US-6889186

Method and apparatus for improving the intelligibility of digitally compressed speech

PublishedMay 3, 2005

Assigneenot available in USPTO data we have

Inventorsnot available in USPTO data we have

Technical Abstract

A system for processing a speech signal to enhance signal intelligibility identifies portions of the speech signal that include sounds that typically present intelligibility problems and modifies those portions in an appropriate manner. First, the speech signal is divided into a plurality of time-based frames. Each of the frames is then analyzed to determine a sound type associated with the frame.

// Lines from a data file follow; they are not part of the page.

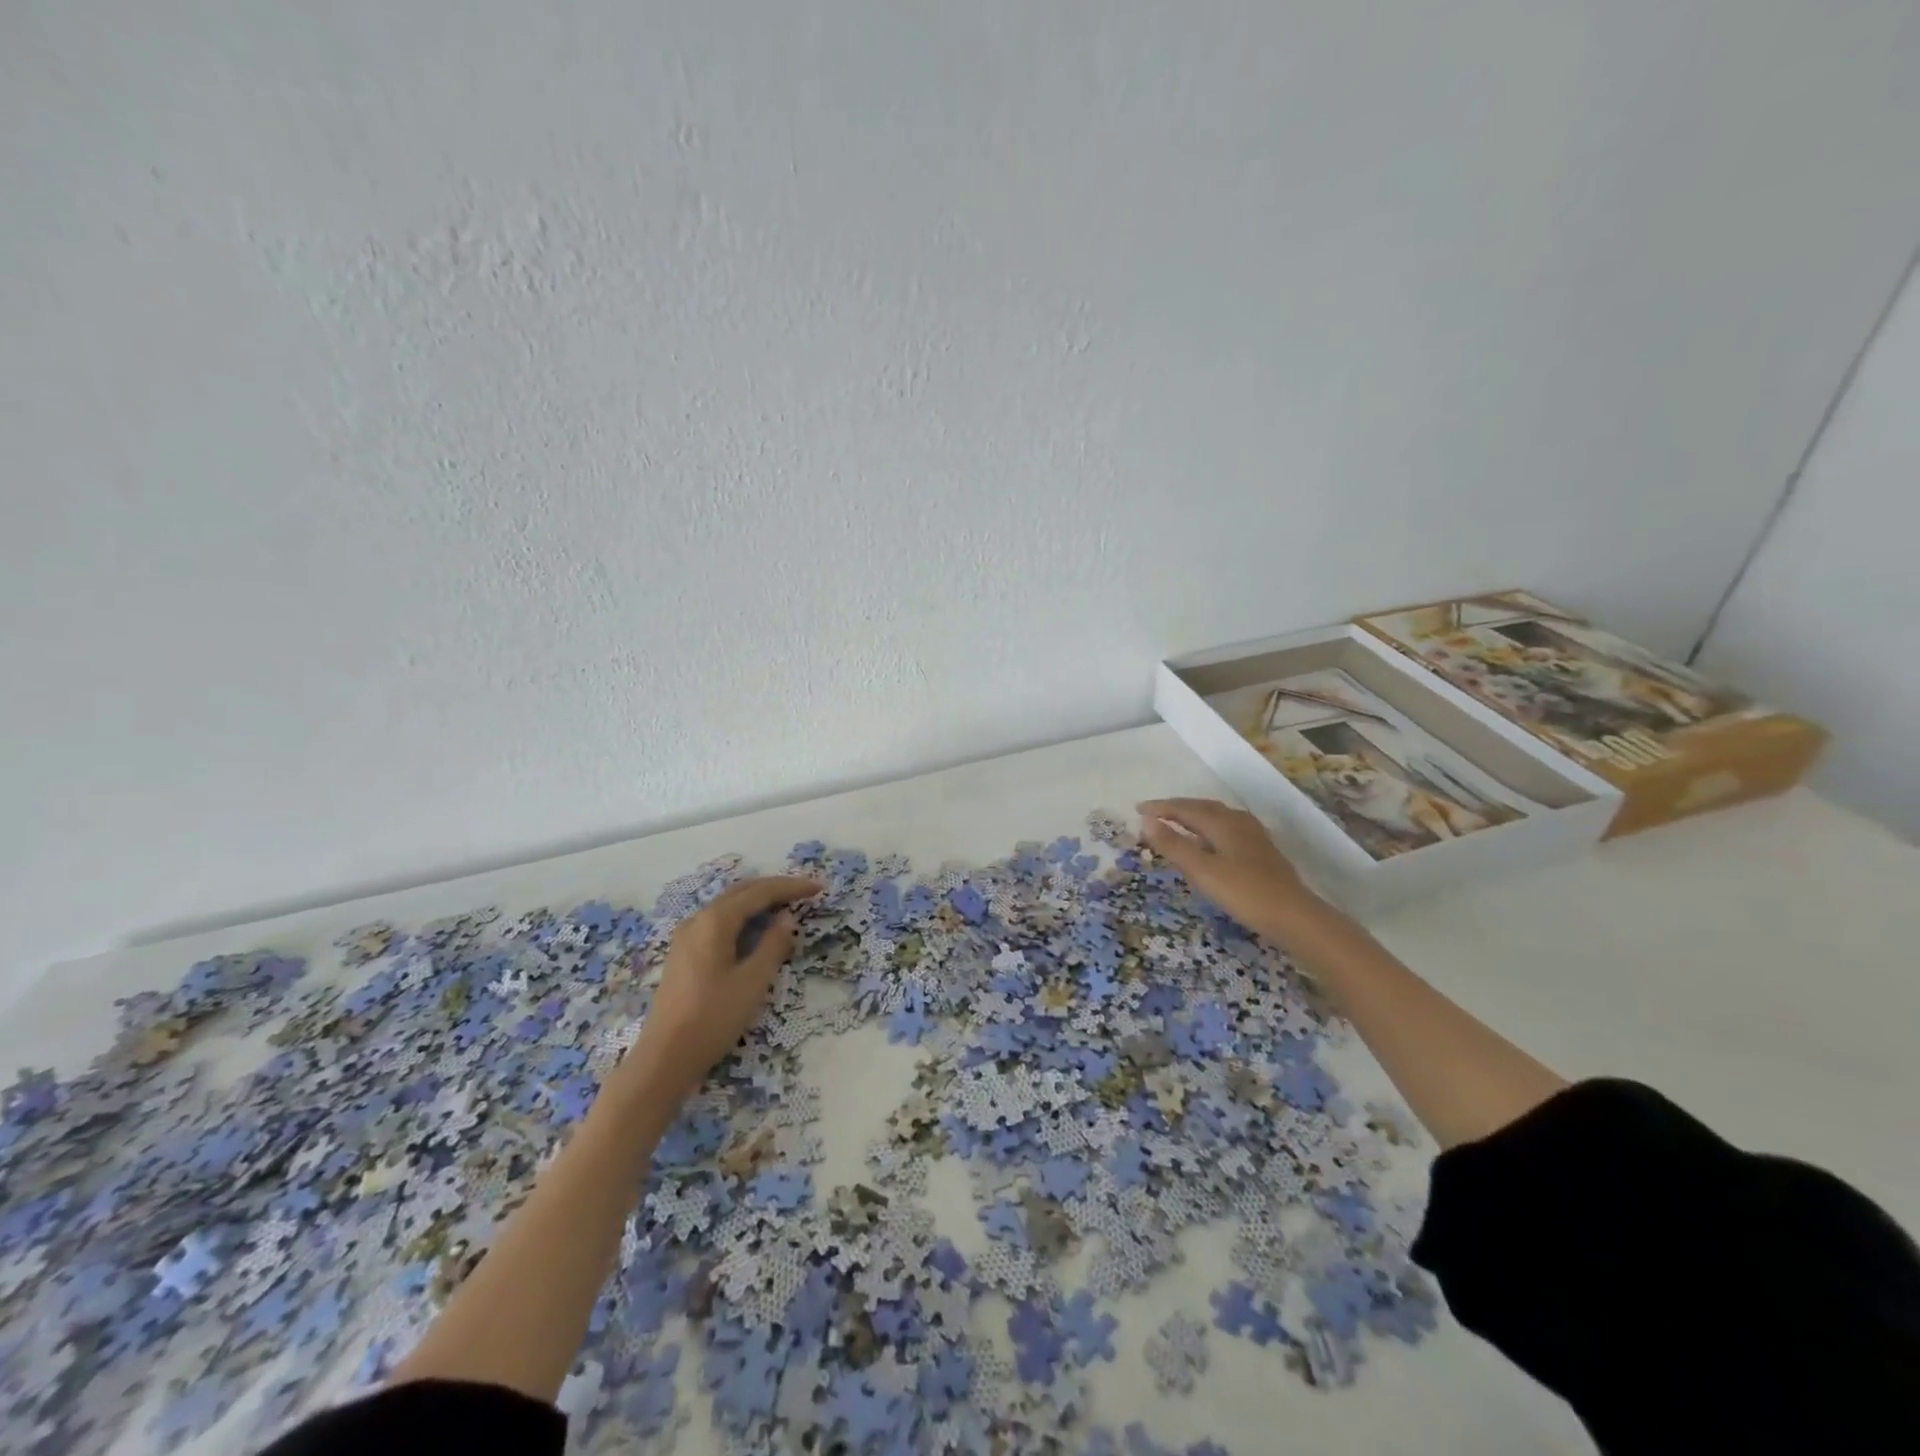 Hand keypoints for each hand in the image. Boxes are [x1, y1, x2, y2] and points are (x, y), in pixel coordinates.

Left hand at [621, 875, 821, 1100]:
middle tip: (804, 892)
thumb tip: (787, 918)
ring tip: (785, 906)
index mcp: (715, 921)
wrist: (664, 1059)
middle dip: (774, 888)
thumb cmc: (713, 1018)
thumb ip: (773, 945)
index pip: (760, 893)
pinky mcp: (683, 953)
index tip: (818, 887)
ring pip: (728, 905)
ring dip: (757, 901)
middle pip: (741, 892)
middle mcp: (698, 920)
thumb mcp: (753, 982)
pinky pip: (718, 921)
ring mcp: (686, 936)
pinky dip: (742, 917)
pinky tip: (754, 930)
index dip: (791, 887)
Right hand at [1136, 798, 1321, 940]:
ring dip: (1193, 816)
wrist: (1294, 916)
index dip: (1160, 808)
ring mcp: (1253, 835)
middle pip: (1202, 807)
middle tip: (1154, 813)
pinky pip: (1227, 827)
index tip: (1137, 810)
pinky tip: (1211, 841)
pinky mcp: (1261, 850)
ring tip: (1177, 823)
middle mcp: (1237, 821)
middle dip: (1176, 808)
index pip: (1184, 808)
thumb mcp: (1202, 871)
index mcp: (1221, 822)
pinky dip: (1209, 827)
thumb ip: (1173, 845)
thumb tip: (1146, 821)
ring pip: (1217, 816)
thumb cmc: (1244, 892)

Selected frames are then modified based on the sound type associated with the frame or with surrounding frames. For example, the amplitude of frames determined to include unvoiced plosive sounds may be boosted as these sounds are known to be important to intelligibility and are typically harder to hear than other sounds in normal speech. In a similar manner, the amplitudes of frames preceding such unvoiced plosive sounds can be reduced to better accentuate the plosive. Such techniques will make these sounds easier to distinguish upon subsequent playback.

Patent Claims

35 claims

Legal claims defining the scope of protection, as filed with the USPTO.

1. A method for processing a speech signal comprising the steps of: receiving a speech signal to be processed; dividing said speech signal into multiple frames; analyzing a frame generated in said dividing step to determine a spoken sound type associated with said frame; and modifying a sound parameter of at least one of said frame and another frame based on said spoken sound type; wherein said step of modifying at least one of said frame and another frame includes reducing an amplitude of a previous frame when said frame is determined to comprise a voiced or unvoiced plosive.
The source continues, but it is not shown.